Overall, univariate empirical formulations captured only a moderate fraction of the variability in ${\rho }_0$ under lithology-stratified cross-validation ($R^2\approx$ 0.506 to 0.580, with errors on the order of 6–7 pp), highlighting the influence of microstructural heterogeneity and lithology-dependent offsets that are difficult to represent with a single $V_p$ predictor. In contrast, $A_w$ exhibited a much tighter relationship with $V_p$, and the power law model achieved high and stable performance ($R^2$ = 0.923 $\pm$ 0.008; RMSE = 1.42 $\pm$ 0.15 pp; MAE = 1.08 $\pm$ 0.11 pp). This suggests that ultrasound propagation velocity is particularly sensitive to the effective connectivity of the water-accessible pore network that governs hydric behavior.

Multivariable linear regression based on the six ultrasound measurements did not substantially improve porosity prediction when only ultrasound variables were used ($R^2\approx$ 0.578 $\pm$ 0.087). However, including lithology as a categorical predictor markedly increased accuracy ($R^2$ = 0.803 $\pm$ 0.084; RMSE = 4.17 $\pm$ 0.85 pp), evidencing systematic lithology-related offsets in the $V_p$-${\rho }_0$ relationship. For $A_w$, the multivariable regression showed robust but more limited performance ($R^2$ = 0.811 $\pm$ 0.060), and adding lithology produced only small changes, consistent with ultrasound information already capturing a large fraction of the hydrophysical control.

Machine learning models clearly outperformed traditional formulations, particularly for ${\rho }_0$. Using ultrasound variables only, tree ensemble methods and local nonlinear models achieved good generalization (e.g., ET: $R^2$ = 0.908 $\pm$ 0.042; kNN: $R^2$ = 0.919 $\pm$ 0.018). When lithology was included, the best porosity results were obtained with Extra Trees ($R^2$ = 0.949 $\pm$ 0.015; RMSE = 2.16 $\pm$ 0.38 pp; MAE = 1.71 $\pm$ 0.27 pp), demonstrating the value of combining multiaxial ultrasound information measured under different moisture states (dry and saturated) to correct systematic biases among rock types. For $A_w$, all machine learning models delivered very high performance; the best results were achieved with Gradient Boosting, including lithology ($R^2$ = 0.976 $\pm$ 0.006; RMSE = 0.80 $\pm$ 0.12 pp; MAE = 0.60 $\pm$ 0.07 pp), while the overall contribution of lithology was small but consistently positive.

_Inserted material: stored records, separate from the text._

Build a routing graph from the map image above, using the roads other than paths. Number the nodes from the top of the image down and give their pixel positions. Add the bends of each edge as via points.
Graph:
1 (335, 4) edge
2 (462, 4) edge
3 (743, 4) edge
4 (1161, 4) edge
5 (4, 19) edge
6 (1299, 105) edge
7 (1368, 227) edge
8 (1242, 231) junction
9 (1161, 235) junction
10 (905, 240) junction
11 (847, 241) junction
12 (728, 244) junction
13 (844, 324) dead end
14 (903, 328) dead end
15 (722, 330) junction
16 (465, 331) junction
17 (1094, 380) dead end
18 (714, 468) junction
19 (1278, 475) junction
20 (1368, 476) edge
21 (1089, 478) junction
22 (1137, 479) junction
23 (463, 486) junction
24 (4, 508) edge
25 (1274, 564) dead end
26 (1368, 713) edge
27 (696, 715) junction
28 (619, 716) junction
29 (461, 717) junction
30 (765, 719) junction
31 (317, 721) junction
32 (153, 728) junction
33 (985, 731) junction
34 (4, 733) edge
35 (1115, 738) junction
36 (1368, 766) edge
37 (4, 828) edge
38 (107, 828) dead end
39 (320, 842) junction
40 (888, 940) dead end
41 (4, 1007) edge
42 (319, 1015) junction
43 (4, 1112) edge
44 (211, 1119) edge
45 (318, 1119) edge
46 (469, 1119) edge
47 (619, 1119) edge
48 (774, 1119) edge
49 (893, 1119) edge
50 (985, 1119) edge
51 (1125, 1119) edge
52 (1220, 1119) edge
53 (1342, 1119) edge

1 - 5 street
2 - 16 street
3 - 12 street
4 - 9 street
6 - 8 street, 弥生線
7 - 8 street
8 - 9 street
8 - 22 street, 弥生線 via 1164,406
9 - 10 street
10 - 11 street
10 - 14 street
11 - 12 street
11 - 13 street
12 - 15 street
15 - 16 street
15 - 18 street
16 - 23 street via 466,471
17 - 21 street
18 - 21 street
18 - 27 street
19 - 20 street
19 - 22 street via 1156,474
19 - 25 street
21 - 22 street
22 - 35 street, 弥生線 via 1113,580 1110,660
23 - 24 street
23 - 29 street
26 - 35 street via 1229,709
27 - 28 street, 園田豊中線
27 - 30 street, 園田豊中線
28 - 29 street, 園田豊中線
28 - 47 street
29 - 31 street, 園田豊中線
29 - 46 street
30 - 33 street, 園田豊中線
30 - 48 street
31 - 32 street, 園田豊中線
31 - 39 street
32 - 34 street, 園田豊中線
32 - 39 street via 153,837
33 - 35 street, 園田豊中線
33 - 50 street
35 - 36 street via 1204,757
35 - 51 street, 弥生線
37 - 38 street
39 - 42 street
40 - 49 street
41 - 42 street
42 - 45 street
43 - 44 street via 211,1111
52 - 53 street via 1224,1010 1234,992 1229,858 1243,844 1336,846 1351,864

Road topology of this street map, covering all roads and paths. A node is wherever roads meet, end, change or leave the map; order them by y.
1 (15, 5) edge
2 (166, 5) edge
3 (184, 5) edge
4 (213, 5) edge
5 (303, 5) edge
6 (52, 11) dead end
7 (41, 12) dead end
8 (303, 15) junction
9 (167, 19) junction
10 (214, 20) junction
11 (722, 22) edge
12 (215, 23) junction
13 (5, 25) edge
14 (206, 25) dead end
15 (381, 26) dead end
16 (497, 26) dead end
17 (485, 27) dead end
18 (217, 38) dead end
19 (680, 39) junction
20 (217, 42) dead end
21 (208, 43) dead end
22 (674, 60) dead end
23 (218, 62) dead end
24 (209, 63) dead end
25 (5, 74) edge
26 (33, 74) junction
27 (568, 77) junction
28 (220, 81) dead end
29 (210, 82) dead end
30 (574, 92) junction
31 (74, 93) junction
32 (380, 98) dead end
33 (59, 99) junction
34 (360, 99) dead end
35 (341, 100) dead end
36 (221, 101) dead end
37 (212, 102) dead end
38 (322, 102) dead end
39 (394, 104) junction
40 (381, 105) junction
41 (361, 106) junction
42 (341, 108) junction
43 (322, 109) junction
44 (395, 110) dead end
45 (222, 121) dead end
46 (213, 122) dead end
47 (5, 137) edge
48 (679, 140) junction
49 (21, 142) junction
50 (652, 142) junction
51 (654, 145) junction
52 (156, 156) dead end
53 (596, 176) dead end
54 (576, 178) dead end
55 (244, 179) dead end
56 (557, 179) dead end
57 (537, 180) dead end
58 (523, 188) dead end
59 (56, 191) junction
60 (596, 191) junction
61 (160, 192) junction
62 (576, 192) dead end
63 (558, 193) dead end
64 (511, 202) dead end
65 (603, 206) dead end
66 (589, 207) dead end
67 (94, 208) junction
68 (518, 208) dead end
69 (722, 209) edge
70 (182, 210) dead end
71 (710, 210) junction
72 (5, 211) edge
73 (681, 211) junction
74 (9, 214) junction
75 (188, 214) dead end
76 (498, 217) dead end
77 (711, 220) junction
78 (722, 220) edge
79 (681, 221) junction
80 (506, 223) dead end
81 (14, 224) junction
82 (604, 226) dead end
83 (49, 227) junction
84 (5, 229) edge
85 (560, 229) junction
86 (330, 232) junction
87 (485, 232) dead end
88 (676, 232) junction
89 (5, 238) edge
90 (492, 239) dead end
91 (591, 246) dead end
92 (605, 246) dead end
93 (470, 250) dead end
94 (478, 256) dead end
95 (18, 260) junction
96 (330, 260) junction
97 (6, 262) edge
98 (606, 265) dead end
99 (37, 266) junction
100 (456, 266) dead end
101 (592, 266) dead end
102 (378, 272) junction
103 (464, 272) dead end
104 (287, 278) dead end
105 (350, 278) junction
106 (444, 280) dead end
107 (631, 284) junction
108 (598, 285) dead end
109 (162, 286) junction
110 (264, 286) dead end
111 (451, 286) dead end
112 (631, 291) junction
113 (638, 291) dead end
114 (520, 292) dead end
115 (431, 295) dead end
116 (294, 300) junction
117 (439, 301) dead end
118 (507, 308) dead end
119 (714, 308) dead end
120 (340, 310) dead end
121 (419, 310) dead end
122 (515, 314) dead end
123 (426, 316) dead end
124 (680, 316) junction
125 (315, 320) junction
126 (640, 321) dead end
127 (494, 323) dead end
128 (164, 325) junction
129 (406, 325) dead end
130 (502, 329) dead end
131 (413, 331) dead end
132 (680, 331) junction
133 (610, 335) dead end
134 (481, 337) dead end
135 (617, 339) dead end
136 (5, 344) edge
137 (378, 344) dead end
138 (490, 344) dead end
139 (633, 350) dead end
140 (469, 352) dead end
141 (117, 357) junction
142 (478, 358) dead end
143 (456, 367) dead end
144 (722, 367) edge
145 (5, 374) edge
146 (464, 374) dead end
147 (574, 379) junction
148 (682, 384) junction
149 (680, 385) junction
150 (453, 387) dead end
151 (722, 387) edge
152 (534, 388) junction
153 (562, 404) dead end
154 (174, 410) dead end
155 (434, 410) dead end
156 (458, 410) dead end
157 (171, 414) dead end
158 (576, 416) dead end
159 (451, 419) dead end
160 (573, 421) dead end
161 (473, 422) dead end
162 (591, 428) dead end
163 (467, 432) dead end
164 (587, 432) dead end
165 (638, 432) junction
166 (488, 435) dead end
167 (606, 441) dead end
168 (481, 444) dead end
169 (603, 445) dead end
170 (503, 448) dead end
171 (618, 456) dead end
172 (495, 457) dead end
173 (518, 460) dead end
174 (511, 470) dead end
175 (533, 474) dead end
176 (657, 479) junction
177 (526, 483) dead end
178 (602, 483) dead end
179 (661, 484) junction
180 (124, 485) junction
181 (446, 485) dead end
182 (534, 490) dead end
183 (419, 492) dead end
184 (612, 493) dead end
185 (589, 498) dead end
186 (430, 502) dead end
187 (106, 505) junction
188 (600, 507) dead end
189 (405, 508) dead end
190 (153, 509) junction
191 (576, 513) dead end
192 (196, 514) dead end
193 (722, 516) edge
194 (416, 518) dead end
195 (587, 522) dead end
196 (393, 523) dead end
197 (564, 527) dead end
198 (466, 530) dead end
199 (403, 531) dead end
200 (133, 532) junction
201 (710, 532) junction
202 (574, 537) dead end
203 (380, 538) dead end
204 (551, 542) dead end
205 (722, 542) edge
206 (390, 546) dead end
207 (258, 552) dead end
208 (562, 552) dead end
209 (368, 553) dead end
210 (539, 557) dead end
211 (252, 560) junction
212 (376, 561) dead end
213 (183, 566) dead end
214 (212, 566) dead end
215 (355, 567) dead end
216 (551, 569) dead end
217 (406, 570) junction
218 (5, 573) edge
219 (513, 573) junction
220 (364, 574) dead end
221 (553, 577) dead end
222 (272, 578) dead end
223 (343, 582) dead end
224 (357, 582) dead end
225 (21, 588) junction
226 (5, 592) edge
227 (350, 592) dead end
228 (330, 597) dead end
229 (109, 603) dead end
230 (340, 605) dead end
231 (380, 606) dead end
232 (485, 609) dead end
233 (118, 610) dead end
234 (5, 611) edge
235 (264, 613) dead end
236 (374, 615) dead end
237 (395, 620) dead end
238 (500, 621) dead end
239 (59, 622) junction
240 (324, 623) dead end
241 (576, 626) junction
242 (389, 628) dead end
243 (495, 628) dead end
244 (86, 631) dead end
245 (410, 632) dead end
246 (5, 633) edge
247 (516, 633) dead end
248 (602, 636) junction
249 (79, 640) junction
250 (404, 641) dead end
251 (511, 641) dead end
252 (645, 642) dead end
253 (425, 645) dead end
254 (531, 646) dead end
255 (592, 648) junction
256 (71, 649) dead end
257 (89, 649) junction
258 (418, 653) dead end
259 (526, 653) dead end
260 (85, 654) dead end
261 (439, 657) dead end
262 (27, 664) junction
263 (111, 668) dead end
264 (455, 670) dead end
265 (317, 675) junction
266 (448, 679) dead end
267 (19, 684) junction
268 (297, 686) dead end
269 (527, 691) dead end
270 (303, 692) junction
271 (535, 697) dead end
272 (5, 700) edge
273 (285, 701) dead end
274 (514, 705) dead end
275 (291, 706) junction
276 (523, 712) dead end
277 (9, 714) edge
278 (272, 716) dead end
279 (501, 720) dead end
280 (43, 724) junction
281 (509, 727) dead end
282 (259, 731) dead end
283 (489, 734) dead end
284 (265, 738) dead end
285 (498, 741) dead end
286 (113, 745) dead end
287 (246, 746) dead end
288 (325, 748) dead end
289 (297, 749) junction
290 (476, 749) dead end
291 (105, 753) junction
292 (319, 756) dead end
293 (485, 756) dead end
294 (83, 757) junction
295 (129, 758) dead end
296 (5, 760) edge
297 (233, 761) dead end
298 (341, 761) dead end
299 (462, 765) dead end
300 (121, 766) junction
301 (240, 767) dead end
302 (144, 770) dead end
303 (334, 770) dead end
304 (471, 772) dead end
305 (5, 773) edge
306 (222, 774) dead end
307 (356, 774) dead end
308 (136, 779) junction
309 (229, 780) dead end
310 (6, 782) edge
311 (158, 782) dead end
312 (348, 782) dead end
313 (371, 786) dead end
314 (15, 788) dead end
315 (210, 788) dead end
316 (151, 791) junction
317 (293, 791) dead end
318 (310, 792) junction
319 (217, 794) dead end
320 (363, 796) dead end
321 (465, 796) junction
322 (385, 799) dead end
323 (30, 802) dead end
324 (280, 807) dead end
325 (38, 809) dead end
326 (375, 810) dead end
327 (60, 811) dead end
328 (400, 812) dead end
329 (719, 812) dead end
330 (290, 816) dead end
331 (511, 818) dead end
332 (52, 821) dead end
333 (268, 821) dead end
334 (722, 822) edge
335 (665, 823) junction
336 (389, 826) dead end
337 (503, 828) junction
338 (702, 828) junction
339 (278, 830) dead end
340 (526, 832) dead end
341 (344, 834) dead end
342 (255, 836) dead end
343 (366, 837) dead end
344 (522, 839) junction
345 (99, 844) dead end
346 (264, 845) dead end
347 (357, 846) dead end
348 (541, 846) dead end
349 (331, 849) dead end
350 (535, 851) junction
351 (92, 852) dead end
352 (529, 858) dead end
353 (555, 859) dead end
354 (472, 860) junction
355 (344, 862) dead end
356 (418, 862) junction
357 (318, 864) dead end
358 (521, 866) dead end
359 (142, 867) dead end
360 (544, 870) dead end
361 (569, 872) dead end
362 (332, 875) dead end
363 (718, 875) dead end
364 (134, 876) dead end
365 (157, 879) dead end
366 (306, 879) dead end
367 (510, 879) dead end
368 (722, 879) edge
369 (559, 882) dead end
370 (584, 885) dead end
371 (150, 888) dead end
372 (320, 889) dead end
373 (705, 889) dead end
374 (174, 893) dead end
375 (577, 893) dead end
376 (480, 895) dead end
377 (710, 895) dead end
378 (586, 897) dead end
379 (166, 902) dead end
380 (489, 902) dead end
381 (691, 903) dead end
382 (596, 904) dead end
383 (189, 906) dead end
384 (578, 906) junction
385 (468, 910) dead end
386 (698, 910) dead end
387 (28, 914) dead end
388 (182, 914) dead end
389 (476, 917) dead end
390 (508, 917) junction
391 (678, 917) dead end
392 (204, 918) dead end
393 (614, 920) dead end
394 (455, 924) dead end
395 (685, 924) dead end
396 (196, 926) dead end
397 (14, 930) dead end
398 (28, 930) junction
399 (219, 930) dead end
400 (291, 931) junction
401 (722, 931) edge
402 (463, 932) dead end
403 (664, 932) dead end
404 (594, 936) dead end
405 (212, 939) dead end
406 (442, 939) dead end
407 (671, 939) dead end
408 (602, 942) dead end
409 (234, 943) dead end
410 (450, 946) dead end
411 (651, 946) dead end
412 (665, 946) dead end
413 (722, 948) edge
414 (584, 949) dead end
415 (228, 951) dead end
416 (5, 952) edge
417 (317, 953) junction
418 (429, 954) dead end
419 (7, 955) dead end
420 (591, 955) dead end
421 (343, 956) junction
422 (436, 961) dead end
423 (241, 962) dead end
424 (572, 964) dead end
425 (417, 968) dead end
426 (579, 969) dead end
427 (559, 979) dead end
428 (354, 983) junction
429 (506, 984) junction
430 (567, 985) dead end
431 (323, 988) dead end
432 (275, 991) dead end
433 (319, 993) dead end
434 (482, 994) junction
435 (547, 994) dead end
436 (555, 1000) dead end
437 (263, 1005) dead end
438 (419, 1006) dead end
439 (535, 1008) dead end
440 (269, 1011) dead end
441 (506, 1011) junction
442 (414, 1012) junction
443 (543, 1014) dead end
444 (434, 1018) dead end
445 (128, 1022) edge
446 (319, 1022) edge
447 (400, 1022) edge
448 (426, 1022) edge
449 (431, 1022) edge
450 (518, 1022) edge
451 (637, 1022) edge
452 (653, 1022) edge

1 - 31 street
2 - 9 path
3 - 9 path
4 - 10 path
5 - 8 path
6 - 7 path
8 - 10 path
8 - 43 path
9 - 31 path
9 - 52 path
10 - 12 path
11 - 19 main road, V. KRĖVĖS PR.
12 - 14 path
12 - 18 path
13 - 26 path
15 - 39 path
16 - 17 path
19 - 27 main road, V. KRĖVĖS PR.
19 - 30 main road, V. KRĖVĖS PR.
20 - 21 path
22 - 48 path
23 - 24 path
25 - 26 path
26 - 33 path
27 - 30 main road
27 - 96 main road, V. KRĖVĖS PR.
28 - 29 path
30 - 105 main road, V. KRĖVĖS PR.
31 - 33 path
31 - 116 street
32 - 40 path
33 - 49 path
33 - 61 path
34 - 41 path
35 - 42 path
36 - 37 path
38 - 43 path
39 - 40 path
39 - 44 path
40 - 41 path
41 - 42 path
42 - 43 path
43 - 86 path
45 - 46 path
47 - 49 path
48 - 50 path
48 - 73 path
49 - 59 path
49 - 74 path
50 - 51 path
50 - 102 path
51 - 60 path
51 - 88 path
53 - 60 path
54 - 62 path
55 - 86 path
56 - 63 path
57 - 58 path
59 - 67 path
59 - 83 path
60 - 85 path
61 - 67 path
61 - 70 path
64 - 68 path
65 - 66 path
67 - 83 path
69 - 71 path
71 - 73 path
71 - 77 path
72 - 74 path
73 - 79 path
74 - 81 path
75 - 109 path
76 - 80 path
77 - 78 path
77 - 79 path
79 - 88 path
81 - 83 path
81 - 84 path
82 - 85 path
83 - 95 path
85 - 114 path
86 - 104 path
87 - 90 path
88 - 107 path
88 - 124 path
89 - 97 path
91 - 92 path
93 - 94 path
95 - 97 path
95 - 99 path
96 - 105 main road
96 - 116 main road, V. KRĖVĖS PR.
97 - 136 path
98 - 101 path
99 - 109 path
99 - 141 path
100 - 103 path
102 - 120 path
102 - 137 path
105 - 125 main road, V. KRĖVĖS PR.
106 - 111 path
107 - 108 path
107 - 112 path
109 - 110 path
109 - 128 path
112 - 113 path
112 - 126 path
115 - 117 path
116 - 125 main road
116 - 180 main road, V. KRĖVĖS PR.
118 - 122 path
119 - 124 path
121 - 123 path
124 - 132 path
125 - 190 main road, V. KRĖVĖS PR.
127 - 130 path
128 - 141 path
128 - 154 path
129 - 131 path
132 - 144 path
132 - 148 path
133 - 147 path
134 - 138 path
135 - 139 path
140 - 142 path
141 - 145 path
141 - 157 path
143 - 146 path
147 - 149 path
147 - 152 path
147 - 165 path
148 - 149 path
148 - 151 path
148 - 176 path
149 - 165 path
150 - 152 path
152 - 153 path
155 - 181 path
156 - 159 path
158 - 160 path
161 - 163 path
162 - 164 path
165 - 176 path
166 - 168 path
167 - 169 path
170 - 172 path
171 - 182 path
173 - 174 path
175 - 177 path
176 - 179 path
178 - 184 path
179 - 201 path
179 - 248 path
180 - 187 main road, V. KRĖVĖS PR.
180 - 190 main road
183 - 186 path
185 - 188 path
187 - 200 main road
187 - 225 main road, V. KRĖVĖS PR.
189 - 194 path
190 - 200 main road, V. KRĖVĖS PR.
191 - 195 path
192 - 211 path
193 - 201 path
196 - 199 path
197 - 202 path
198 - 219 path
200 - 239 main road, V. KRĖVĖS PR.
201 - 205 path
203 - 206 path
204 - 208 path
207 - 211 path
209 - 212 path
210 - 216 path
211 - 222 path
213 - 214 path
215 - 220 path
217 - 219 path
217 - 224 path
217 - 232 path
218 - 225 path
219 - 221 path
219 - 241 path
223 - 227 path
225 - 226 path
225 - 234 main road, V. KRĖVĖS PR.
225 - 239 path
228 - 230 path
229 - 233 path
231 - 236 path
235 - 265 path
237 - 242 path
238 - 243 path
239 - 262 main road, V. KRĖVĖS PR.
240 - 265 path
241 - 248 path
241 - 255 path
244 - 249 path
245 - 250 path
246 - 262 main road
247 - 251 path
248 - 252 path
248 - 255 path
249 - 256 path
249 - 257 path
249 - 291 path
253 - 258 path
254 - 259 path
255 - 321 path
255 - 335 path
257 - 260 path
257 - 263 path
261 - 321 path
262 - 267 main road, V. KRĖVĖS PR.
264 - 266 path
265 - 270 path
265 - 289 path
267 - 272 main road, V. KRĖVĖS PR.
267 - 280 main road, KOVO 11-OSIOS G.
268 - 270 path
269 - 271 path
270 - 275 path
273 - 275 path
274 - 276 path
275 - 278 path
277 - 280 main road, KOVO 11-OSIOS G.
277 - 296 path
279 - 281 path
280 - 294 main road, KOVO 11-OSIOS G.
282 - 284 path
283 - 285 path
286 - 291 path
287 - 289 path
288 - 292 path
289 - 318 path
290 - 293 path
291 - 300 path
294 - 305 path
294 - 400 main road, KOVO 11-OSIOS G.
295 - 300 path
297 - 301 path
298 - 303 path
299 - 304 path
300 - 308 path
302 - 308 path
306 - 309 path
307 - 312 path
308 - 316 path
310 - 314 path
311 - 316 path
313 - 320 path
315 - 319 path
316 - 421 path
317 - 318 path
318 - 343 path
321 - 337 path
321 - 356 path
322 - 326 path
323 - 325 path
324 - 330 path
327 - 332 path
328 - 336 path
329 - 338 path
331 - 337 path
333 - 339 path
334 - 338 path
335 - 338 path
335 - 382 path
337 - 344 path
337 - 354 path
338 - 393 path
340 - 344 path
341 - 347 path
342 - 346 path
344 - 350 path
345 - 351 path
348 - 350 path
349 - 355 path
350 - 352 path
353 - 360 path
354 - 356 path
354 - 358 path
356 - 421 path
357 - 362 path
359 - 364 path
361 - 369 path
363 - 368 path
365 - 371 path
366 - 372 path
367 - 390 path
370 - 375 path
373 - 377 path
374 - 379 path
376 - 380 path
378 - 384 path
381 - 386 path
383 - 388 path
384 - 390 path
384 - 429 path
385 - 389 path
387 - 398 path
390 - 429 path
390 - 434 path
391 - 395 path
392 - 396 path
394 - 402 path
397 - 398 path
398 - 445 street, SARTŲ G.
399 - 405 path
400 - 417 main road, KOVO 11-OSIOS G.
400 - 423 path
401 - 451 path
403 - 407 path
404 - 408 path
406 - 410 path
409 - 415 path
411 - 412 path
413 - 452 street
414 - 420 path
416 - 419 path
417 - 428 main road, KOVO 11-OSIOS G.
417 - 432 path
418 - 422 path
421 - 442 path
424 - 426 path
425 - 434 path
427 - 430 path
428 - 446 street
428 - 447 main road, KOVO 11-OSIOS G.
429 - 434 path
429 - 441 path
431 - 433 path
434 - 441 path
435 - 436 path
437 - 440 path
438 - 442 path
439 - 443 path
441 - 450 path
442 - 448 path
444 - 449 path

From an applied standpoint, these findings support a practical non-destructive estimation scheme based on $V_p$. For water absorption, “pure NDT” models can already provide reliable estimates, particularly when simple univariate formulations, such as the power law model, are used. For open porosity, however, the trade-off between simplicity and accuracy is more pronounced. When lithological information is available, even in grouped form, the Extra Trees model provides the best performance (RMSE = 2.16 $\pm$ 0.38 pp). Under a strictly “pure NDT” scenario, in which lithological information is not available, the same model still yields reasonable estimates, although with lower accuracy (RMSE = 2.88 $\pm$ 0.71 pp). Therefore, the “pure NDT” approach may be useful for preliminary estimation, whereas the lithology-informed approach is preferable when higher accuracy is required.

However, the complementary variety-dependent analysis indicates that part of the global trend reflects differences among varieties, particularly for open porosity, while for water absorption, the variety effect also modifies the slope of the relationship. Accordingly, the pooled regressions should be interpreted as empirical relationships for the combined dataset. In many specialized applications, such lithological information can be established with reasonable confidence from the material provenance, its commercial name, or expert assessment. In addition, acquiring $V_p$ along multiple directions and under two moisture states provides relevant information on anisotropy and pore network accessibility that cannot be captured by a single measurement. Future work should expand the lithological domain and sample diversity and perform external validation on independent datasets to better quantify transferability and uncertainty in field applications.